» Description of the task:
Print the records below exactly; all of them are needed.

The records START

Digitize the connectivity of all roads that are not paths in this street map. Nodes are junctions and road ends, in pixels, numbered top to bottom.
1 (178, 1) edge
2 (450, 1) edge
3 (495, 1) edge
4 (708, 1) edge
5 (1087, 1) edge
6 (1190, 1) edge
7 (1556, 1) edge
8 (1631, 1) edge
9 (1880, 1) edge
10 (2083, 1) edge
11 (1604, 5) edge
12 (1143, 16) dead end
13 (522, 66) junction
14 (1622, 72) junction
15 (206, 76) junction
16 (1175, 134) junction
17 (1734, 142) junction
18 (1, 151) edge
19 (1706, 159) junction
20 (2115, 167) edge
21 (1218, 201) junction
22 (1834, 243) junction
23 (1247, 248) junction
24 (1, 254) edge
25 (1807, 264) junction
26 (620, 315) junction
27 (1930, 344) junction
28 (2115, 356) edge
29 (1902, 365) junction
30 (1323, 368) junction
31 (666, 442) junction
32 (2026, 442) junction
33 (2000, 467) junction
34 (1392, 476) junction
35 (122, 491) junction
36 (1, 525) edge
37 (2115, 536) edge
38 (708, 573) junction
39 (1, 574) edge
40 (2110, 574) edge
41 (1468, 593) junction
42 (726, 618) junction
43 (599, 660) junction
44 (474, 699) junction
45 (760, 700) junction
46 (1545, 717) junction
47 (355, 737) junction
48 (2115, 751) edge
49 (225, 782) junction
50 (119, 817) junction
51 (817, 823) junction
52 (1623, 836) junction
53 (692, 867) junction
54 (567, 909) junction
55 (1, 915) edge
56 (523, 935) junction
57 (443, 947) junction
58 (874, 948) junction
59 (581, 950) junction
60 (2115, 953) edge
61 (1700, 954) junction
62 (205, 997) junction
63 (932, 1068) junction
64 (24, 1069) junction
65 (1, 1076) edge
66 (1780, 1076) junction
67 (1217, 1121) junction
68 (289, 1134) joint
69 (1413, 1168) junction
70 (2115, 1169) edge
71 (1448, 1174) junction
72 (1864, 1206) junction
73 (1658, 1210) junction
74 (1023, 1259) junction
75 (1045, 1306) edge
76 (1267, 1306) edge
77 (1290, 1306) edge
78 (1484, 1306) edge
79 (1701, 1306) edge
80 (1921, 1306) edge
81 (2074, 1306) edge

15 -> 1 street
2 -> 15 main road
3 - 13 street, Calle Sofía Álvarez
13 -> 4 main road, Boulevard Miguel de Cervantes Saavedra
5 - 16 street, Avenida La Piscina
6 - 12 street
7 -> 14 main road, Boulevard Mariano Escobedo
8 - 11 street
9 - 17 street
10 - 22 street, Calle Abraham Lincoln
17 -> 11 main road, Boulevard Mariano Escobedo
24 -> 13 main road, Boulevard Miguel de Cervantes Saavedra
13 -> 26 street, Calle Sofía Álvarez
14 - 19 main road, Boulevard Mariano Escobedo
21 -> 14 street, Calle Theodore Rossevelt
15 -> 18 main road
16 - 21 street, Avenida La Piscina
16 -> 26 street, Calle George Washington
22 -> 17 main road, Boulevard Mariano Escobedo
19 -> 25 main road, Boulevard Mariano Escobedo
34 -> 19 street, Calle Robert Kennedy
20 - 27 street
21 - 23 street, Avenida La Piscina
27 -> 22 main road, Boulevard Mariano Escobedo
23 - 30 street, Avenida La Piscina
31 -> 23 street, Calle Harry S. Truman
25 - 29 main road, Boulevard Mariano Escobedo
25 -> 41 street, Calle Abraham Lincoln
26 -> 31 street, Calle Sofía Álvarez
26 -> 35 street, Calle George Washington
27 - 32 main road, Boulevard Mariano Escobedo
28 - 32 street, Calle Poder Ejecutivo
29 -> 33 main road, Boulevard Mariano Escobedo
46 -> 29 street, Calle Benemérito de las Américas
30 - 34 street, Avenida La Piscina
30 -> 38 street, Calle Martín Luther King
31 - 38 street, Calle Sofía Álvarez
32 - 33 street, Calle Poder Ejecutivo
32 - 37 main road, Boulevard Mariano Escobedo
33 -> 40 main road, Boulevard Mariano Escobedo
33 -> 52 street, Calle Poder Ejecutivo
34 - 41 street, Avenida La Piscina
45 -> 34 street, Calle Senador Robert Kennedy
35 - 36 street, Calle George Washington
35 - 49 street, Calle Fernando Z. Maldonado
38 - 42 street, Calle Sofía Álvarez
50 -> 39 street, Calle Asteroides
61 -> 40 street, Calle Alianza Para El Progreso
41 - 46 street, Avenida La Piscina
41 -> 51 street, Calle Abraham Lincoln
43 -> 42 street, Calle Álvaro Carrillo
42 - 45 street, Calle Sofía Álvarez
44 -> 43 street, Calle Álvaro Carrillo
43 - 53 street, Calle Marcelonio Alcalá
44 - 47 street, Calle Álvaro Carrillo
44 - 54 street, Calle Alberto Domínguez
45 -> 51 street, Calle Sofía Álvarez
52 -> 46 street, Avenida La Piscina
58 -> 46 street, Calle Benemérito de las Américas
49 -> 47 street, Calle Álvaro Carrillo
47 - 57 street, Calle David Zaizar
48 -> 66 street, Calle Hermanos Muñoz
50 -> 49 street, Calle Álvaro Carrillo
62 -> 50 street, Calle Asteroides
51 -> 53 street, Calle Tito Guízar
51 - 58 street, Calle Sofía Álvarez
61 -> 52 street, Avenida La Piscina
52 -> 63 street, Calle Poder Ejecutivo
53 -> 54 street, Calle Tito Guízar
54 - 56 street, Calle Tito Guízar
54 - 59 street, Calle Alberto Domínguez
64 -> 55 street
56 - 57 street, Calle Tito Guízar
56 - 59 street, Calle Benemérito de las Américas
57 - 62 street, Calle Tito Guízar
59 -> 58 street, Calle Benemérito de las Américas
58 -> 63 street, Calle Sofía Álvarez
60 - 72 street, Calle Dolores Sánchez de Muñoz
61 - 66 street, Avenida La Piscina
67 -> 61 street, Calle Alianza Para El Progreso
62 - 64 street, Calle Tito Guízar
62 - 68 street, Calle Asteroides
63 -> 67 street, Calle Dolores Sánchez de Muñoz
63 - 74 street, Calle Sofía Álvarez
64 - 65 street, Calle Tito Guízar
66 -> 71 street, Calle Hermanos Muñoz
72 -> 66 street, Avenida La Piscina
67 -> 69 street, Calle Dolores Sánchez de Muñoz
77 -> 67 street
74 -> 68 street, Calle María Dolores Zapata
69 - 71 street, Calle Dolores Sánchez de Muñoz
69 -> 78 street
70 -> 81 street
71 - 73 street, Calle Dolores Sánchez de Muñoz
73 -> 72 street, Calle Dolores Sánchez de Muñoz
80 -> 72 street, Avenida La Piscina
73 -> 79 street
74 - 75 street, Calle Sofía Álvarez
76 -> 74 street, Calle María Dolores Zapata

The records END

» Output for this exercise:
Digitize the connectivity of all roads that are not paths in this street map. Nodes are junctions and road ends, in pixels, numbered top to bottom.
1 (178, 1) edge
2 (450, 1) edge
3 (495, 1) edge
4 (708, 1) edge
5 (1087, 1) edge
6 (1190, 1) edge
7 (1556, 1) edge
8 (1631, 1) edge
9 (1880, 1) edge
10 (2083, 1) edge
11 (1604, 5) edge
12 (1143, 16) dead end
13 (522, 66) junction
14 (1622, 72) junction
15 (206, 76) junction
16 (1175, 134) junction
17 (1734, 142) junction
18 (1, 151) edge
19 (1706, 159) junction
20 (2115, 167) edge
21 (1218, 201) junction
22 (1834, 243) junction
23 (1247, 248) junction
24 (1, 254) edge
25 (1807, 264) junction
26 (620, 315) junction
27 (1930, 344) junction
28 (2115, 356) edge
29 (1902, 365) junction
30 (1323, 368) junction
31 (666, 442) junction
32 (2026, 442) junction
33 (2000, 467) junction
34 (1392, 476) junction
35 (122, 491) junction
36 (1, 525) edge
37 (2115, 536) edge
38 (708, 573) junction
39 (1, 574) edge
40 (2110, 574) edge
41 (1468, 593) junction
42 (726, 618) junction
43 (599, 660) junction
44 (474, 699) junction
45 (760, 700) junction
46 (1545, 717) junction
47 (355, 737) junction
48 (2115, 751) edge
49 (225, 782) junction
50 (119, 817) junction
51 (817, 823) junction
52 (1623, 836) junction
53 (692, 867) junction
54 (567, 909) junction
55 (1, 915) edge
56 (523, 935) junction
57 (443, 947) junction
58 (874, 948) junction
59 (581, 950) junction
60 (2115, 953) edge
61 (1700, 954) junction
62 (205, 997) junction
63 (932, 1068) junction
64 (24, 1069) junction
65 (1, 1076) edge
66 (1780, 1076) junction
67 (1217, 1121) junction
68 (289, 1134) joint
69 (1413, 1168) junction
70 (2115, 1169) edge
71 (1448, 1174) junction
72 (1864, 1206) junction
73 (1658, 1210) junction
74 (1023, 1259) junction
75 (1045, 1306) edge
76 (1267, 1306) edge
77 (1290, 1306) edge
78 (1484, 1306) edge
79 (1701, 1306) edge
80 (1921, 1306) edge
81 (2074, 1306) edge

15 -> 1 street
2 -> 15 main road
3 - 13 street, Calle Sofía Álvarez
13 -> 4 main road, Boulevard Miguel de Cervantes Saavedra
5 - 16 street, Avenida La Piscina
6 - 12 street
7 -> 14 main road, Boulevard Mariano Escobedo
8 - 11 street
9 - 17 street
10 - 22 street, Calle Abraham Lincoln
17 -> 11 main road, Boulevard Mariano Escobedo
24 -> 13 main road, Boulevard Miguel de Cervantes Saavedra
13 -> 26 street, Calle Sofía Álvarez
14 - 19 main road, Boulevard Mariano Escobedo
21 -> 14 street, Calle Theodore Rossevelt
15 -> 18 main road
16 - 21 street, Avenida La Piscina
16 -> 26 street, Calle George Washington
22 -> 17 main road, Boulevard Mariano Escobedo
19 -> 25 main road, Boulevard Mariano Escobedo
34 -> 19 street, Calle Robert Kennedy
20 - 27 street
21 - 23 street, Avenida La Piscina
27 -> 22 main road, Boulevard Mariano Escobedo
23 - 30 street, Avenida La Piscina
31 -> 23 street, Calle Harry S. Truman
25 - 29 main road, Boulevard Mariano Escobedo
25 -> 41 street, Calle Abraham Lincoln
26 -> 31 street, Calle Sofía Álvarez
26 -> 35 street, Calle George Washington
27 - 32 main road, Boulevard Mariano Escobedo
28 - 32 street, Calle Poder Ejecutivo
29 -> 33 main road, Boulevard Mariano Escobedo
46 -> 29 street, Calle Benemérito de las Américas
30 - 34 street, Avenida La Piscina
30 -> 38 street, Calle Martín Luther King
31 - 38 street, Calle Sofía Álvarez
32 - 33 street, Calle Poder Ejecutivo
32 - 37 main road, Boulevard Mariano Escobedo
33 -> 40 main road, Boulevard Mariano Escobedo
33 -> 52 street, Calle Poder Ejecutivo
34 - 41 street, Avenida La Piscina
45 -> 34 street, Calle Senador Robert Kennedy
35 - 36 street, Calle George Washington
35 - 49 street, Calle Fernando Z. Maldonado
38 - 42 street, Calle Sofía Álvarez
50 -> 39 street, Calle Asteroides
61 -> 40 street, Calle Alianza Para El Progreso
41 - 46 street, Avenida La Piscina
41 -> 51 street, Calle Abraham Lincoln
43 -> 42 street, Calle Álvaro Carrillo
42 - 45 street, Calle Sofía Álvarez
44 -> 43 street, Calle Álvaro Carrillo
43 - 53 street, Calle Marcelonio Alcalá
44 - 47 street, Calle Álvaro Carrillo
44 - 54 street, Calle Alberto Domínguez
45 -> 51 street, Calle Sofía Álvarez
52 -> 46 street, Avenida La Piscina
58 -> 46 street, Calle Benemérito de las Américas
49 -> 47 street, Calle Álvaro Carrillo
47 - 57 street, Calle David Zaizar
48 -> 66 street, Calle Hermanos Muñoz
50 -> 49 street, Calle Álvaro Carrillo
62 -> 50 street, Calle Asteroides
51 -> 53 street, Calle Tito Guízar
51 - 58 street, Calle Sofía Álvarez
61 -> 52 street, Avenida La Piscina
52 -> 63 street, Calle Poder Ejecutivo
53 -> 54 street, Calle Tito Guízar
54 - 56 street, Calle Tito Guízar
54 - 59 street, Calle Alberto Domínguez
64 -> 55 street
56 - 57 street, Calle Tito Guízar
56 - 59 street, Calle Benemérito de las Américas
57 - 62 street, Calle Tito Guízar
59 -> 58 street, Calle Benemérito de las Américas
58 -> 63 street, Calle Sofía Álvarez
60 - 72 street, Calle Dolores Sánchez de Muñoz
61 - 66 street, Avenida La Piscina
67 -> 61 street, Calle Alianza Para El Progreso
62 - 64 street, Calle Tito Guízar
62 - 68 street, Calle Asteroides
63 -> 67 street, Calle Dolores Sánchez de Muñoz
63 - 74 street, Calle Sofía Álvarez
64 - 65 street, Calle Tito Guízar
66 -> 71 street, Calle Hermanos Muñoz
72 -> 66 street, Avenida La Piscina
67 -> 69 street, Calle Dolores Sánchez de Muñoz
77 -> 67 street
74 -> 68 street, Calle María Dolores Zapata
69 - 71 street, Calle Dolores Sánchez de Muñoz
69 -> 78 street
70 -> 81 street
71 - 73 street, Calle Dolores Sánchez de Muñoz
73 -> 72 street, Calle Dolores Sánchez de Muñoz
80 -> 72 street, Avenida La Piscina
73 -> 79 street
74 - 75 street, Calle Sofía Álvarez
76 -> 74 street, Calle María Dolores Zapata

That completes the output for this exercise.